[Collected data entries]
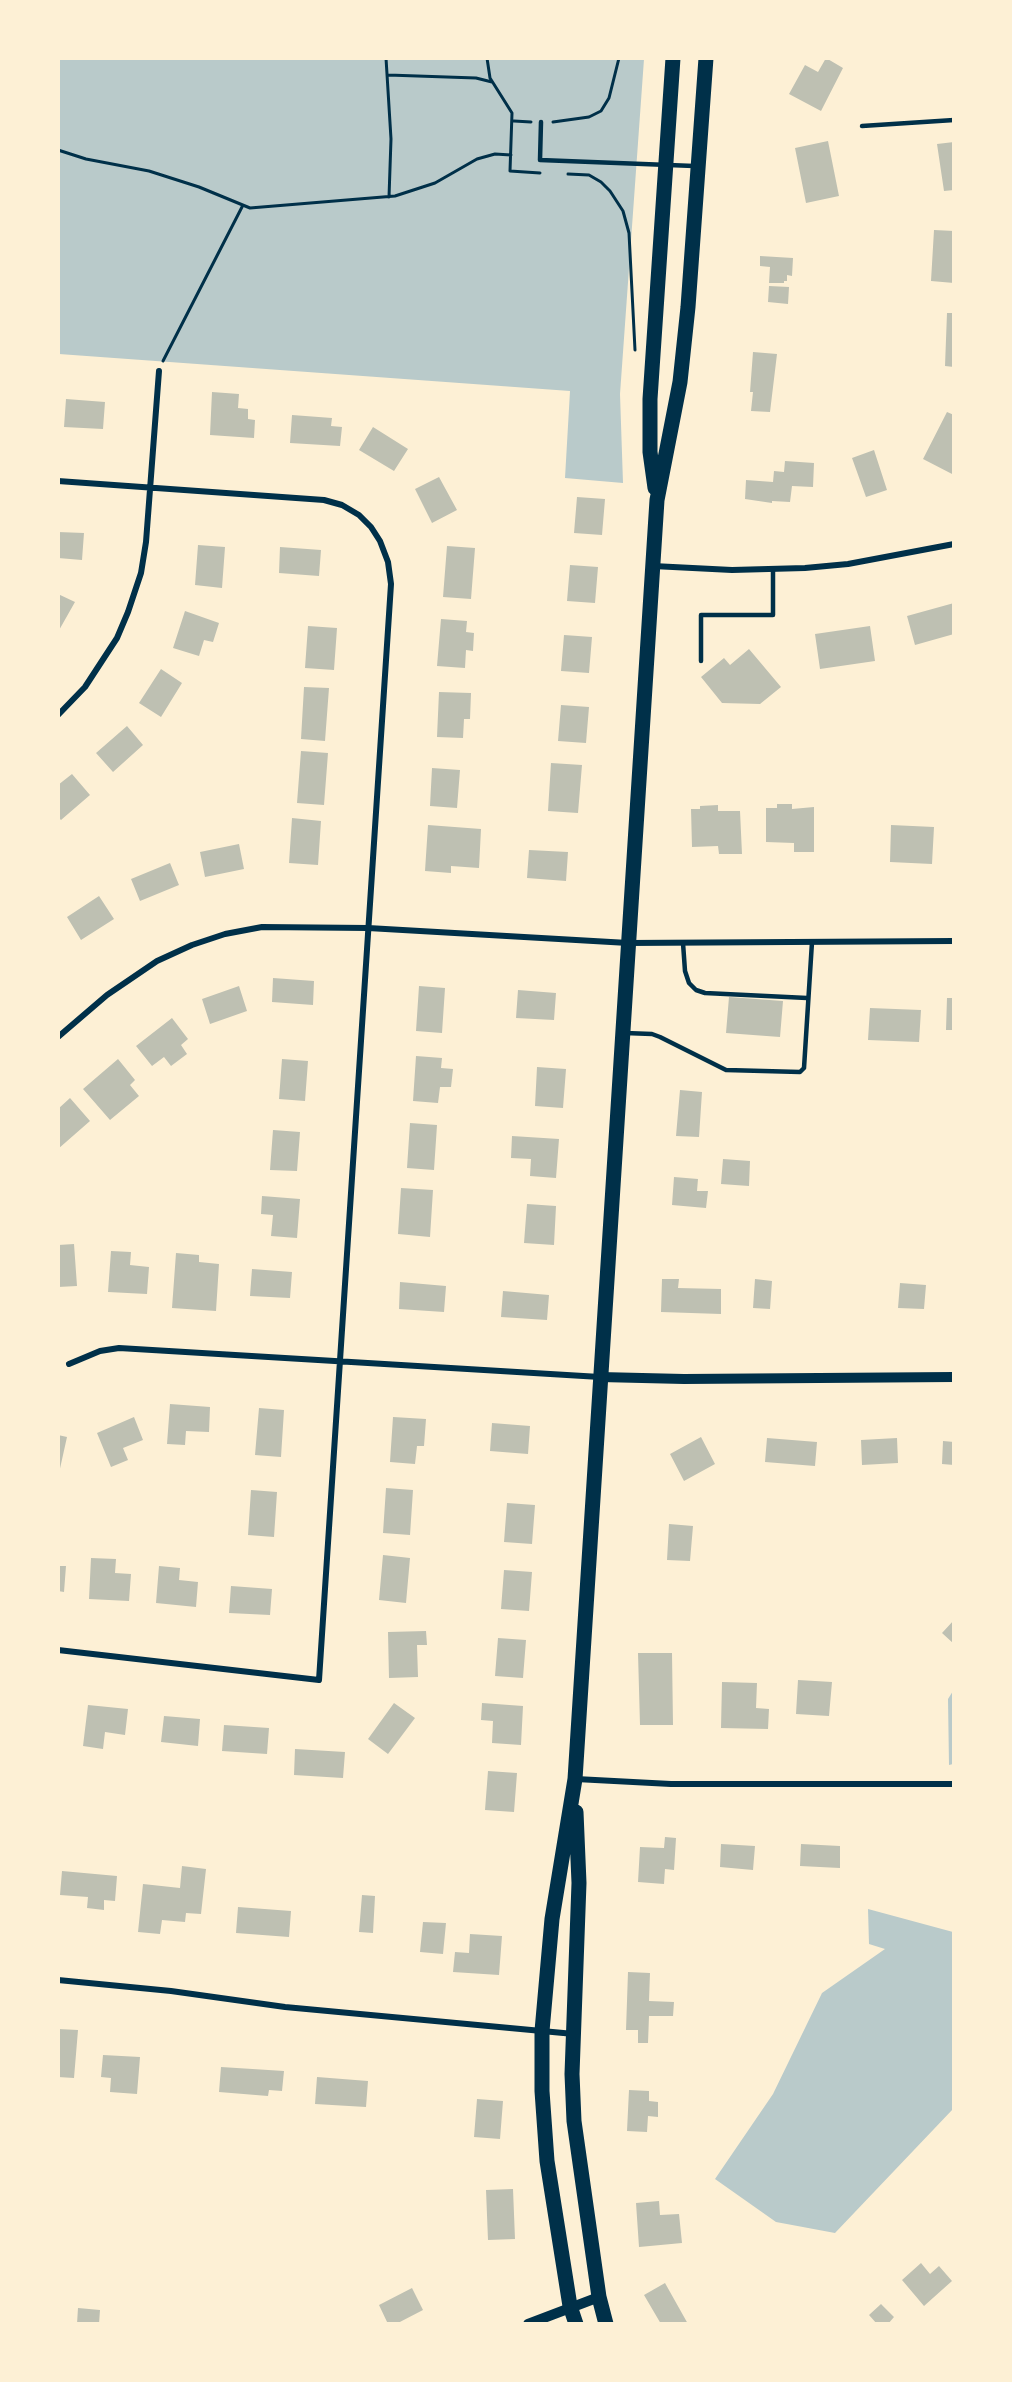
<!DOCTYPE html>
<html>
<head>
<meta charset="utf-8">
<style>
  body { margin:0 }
  #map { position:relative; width:1012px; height:2382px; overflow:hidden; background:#fdf0d5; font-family:"Work Sans",sans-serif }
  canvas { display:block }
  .frame { position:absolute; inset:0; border:60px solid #fdf0d5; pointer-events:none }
</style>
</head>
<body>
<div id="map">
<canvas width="1012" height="2382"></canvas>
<div class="frame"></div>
</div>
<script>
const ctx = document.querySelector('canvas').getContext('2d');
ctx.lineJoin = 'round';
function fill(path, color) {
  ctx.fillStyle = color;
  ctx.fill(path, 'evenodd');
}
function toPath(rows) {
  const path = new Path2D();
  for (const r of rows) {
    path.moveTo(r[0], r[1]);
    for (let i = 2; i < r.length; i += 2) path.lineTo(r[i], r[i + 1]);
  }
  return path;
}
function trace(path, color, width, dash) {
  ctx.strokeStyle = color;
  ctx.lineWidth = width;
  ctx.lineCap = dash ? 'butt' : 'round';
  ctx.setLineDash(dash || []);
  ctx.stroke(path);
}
fill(toPath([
  [58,59,644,59,620,394,623,483,565,478,570,391,59,354],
  [953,1691,953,1764,949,1765,948,1699],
  [868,1909,953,1932,953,2109,835,2233,776,2222,715,2179,773,2094,822,1993,885,1949,869,1944]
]), '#b9caca');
fill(toPath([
  [826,58,843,68,821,111,789,94,805,65,818,72],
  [828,141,839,196,806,203,795,148],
  [954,142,954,190,944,191,937,144],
  [934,230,954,231,954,283,931,281],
  [760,256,793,258,792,276,787,275,787,281,784,281,784,283,769,283,770,267,760,266],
  [769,286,789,287,788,304,768,302],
  [947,313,954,313,954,367,945,366],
  [753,352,777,354,770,412,751,411,753,392,750,392],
  [212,392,239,394,238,408,248,409,248,419,255,420,254,438,210,435],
  [66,399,105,402,103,429,64,427],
  [947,412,954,415,954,475,923,459],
  [292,415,332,418,331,426,342,427,340,446,290,443],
  [373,427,408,449,394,471,359,450],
  [874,450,887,490,866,497,852,458],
  [785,461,814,463,813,487,792,486,790,502,772,501,772,503,745,499,746,480,773,482,774,471,784,472],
  [439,477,457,510,432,523,415,489],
  [577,497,605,499,602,535,574,533],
  [58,532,84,533,82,560,58,558],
  [198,545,225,547,222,588,195,585],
  [447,546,475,548,471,599,443,597],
  [280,547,321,550,319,576,279,573],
  [570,565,598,567,595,603,567,601],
  [58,594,75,602,58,632],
  [954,603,954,634,915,645,907,616],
  [185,611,219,623,213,642,204,640,199,656,173,648],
  [441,619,467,621,466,632,474,633,473,651,466,650,465,668,437,666],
  [308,626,337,628,334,670,305,668],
  [870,626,875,661,820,669,815,634],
  [564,635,592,637,589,673,561,671],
  [749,649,781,687,760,704,722,703,701,677,724,658,730,665],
  [161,669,182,683,161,717,139,703],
  [304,687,329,688,325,741,301,739],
  [439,692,471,693,470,719,464,719,463,738,437,737],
  [561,705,589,707,586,743,558,741],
  [127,726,143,745,113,772,96,753],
  [301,751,328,753,324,805,297,803],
  [551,763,582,765,578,813,548,811],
  [432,768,460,770,457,808,430,806],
  [72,774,90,795,61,820,58,817,58,785],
  [777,804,792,804,792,809,814,807,814,852,794,852,794,843,766,842,766,808,777,808],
  [718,805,718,811,740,811,742,854,719,854,718,846,692,847,691,809,700,809,700,806],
  [292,818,321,821,318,865,289,863],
  [428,825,481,829,479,868,451,866,451,873,425,871],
  [891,825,934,827,932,864,890,862],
  [239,844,244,869,205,877,200,852],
  [529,850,568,852,566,881,527,878],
  [170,863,179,885,140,901,131,879],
  [99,896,114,919,81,940,67,917],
  [273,978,314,981,313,1005,272,1002],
  [239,986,247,1011,210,1024,202,999],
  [419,986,445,988,442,1033,416,1031],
  [518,990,556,993,554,1020,516,1018],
  [729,997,783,1001,780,1037,726,1033],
  [947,998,954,998,954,1030,946,1030],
  [870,1008,921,1010,919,1042,868,1040],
  [172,1018,188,1039,181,1045,187,1054,171,1066,164,1057,152,1066,136,1046],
  [416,1056,442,1058,441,1068,453,1069,451,1087,440,1087,438,1103,413,1101],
  [118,1059,135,1080,130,1085,139,1096,110,1120,83,1089],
  [282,1059,308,1061,305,1101,279,1099],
  [537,1067,566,1069,563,1108,535,1106],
  [680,1090,702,1092,699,1137,676,1136],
  [70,1098,90,1121,58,1149,58,1109],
  [410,1123,437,1125,434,1170,407,1168],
  [273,1130,300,1132,297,1171,270,1170],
  [512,1136,559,1139,556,1178,530,1176,531,1159,511,1158],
  [723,1159,750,1161,749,1186,721,1184],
  [674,1177,698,1179,697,1191,708,1191,706,1208,672,1205],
  [401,1188,433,1190,430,1237,398,1234],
  [262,1196,300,1199,297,1238,271,1236,273,1215,261,1214],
  [527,1204,556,1206,554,1245,524,1243],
  [74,1244,77,1286,58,1287,58,1245],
  [111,1251,131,1252,130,1265,149,1267,147,1294,108,1292],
  [176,1253,199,1255,199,1262,219,1264,216,1311,172,1308],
  [252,1269,292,1272,290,1298,250,1296],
  [662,1279,679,1279,678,1288,721,1289,721,1314,661,1312],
  [755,1279,772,1281,770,1309,753,1308],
  [400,1282,446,1286,444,1312,399,1309],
  [900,1283,926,1285,924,1309,898,1308],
  [503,1291,549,1295,547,1320,501,1317],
  [170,1404,210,1407,209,1432,186,1431,185,1445,167,1444],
  [259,1408,284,1410,281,1457,255,1455],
  [134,1417,143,1440,123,1448,128,1460,111,1467,97,1433],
  [393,1417,426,1419,424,1446,417,1446,415,1464,390,1462],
  [492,1423,530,1426,528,1454,490,1451],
  [58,1435,67,1437,59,1473,58,1473],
  [701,1437,715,1464,684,1481,670,1454],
  [767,1438,817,1442,815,1466,765,1462],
  [897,1438,898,1463,862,1465,861,1440],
  [943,1441,954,1442,954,1465,942,1464],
  [386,1488,413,1490,410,1535,383,1533],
  [251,1490,277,1492,274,1537,248,1535],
  [507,1503,535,1505,532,1544,504,1542],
  [669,1524,693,1526,690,1561,667,1560],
  [383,1555,410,1558,406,1603,379,1600],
  [91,1558,116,1559,115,1573,131,1574,129,1601,89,1599],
  [58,1566,66,1566,64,1592,58,1591],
  [159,1566,180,1568,179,1580,198,1582,196,1607,156,1603],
  [504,1570,532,1572,529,1611,501,1609],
  [231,1586,272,1589,270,1615,229,1613],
  [954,1620,954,1644,942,1633],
  [426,1631,427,1645,417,1645,418,1677,389,1678,388,1632],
  [498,1638,526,1640,523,1678,495,1676],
  [638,1653,672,1653,673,1725,640,1725],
  [798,1680,832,1682,829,1716,796,1714],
  [722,1682,757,1683,756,1708,769,1709,768,1729,721,1728],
  [394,1703,415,1718,388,1754,368,1739],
  [482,1703,523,1706,521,1745,492,1743,493,1721,481,1720],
  [88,1705,128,1709,125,1735,105,1732,103,1749,83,1746],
  [164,1716,200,1719,198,1746,161,1742],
  [224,1725,269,1728,267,1754,222,1751],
  [295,1749,345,1752,343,1778,294,1775],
  [488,1771,517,1773,514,1812,485,1810],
  [665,1837,676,1838,674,1870,665,1869,664,1884,638,1882,640,1847,664,1848],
  [721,1844,755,1846,753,1870,720,1867],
  [801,1844,840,1846,840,1868,800,1866],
  [182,1866,206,1869,201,1914,186,1913,185,1922,162,1920,160,1934,138,1932,143,1884,180,1888],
  [62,1871,117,1876,115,1901,104,1900,104,1910,87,1908,88,1897,60,1895],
  [362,1895,375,1896,373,1933,359,1932],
  [238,1907,291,1911,289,1937,236,1933],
  [423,1922,446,1923,443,1954,420,1952],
  [470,1934,502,1936,499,1975,453,1972,455,1952,469,1953],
  [628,1972,650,1973,649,2001,674,2002,673,2016,649,2016,648,2043,638,2043,638,2030,626,2030],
  [58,2029,78,2030,74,2078,58,2077],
  [103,2055,140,2057,137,2094,110,2092,111,2078,101,2077],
  [221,2067,284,2071,282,2091,269,2090,268,2096,219,2092],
  [317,2077,368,2081,366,2107,315,2104],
  [629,2090,649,2091,649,2101,658,2102,658,2117,648,2116,647,2132,627,2131],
  [477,2099,503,2101,500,2139,474,2137],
  [513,2189,515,2239,488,2240,486,2190],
  [659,2201,660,2215,679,2214,682,2243,639,2247,636,2203],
  [921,2263,930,2274,939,2266,952,2281,924,2306,902,2280],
  [665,2283,688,2324,661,2324,644,2295],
  [412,2288,423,2310,396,2324,388,2324,379,2305],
  [881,2304,894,2317,888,2324,877,2324,869,2315],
  [78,2308,100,2310,99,2324,77,2324]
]), '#bec0b2');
trace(toPath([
  [386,58,391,139,389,197],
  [487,58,490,78,512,113,510,171,540,173],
  [388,75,476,78,492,82],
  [514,121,531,122],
  [553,122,589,117,601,111,609,98,619,58],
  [58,150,86,159,149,171,199,187,250,208,395,196,435,183,477,159,495,154,511,155],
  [568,174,589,175,601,182,610,191,623,211,629,233,635,350],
  [163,361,242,207]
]), '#003049', 3);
trace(toPath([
  [541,122,540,160,694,166],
  [862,126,954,120],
  [701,661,701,615,773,615,773,570],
  [683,943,685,971,689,983,696,990,705,993,807,998],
  [625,1033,652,1034,660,1037,726,1070,800,1072,804,1068,812,942]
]), '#003049', 4.5);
trace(toPath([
  [58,481,324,500,342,505,359,515,371,527,380,541,388,562,391,584,319,1680,58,1650],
  [653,566,732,570,805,568,848,564,954,544],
  [58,715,85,687,117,638,128,612,141,573,146,542,159,371],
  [58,1037,107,995,157,961,192,945,225,934,262,927,368,928,628,943,954,941],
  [69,1364,100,1351,119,1348,600,1377],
  [576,1779,671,1784,954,1784],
  [58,1980,171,1991,285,2007,574,2034]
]), '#003049', 6);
trace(toPath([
  [600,1377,684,1379,954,1377],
  [528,2324,599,2297]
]), '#003049', 10);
trace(toPath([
  [655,488,650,452,650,399,673,58],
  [576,1812,579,1883,572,2074,574,2121,599,2297,606,2324],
  [576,2324,570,2306,547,2161,542,2091,542,2031,552,1919,575,1779,657,500,680,382,688,307,706,58]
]), '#003049', 15);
</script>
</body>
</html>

### Exercise objective
Find every line in the records that has the word "const". Copy those lines.

### Result
const ctx = document.querySelector('canvas').getContext('2d');
  const path = new Path2D();
  for (const r of rows) {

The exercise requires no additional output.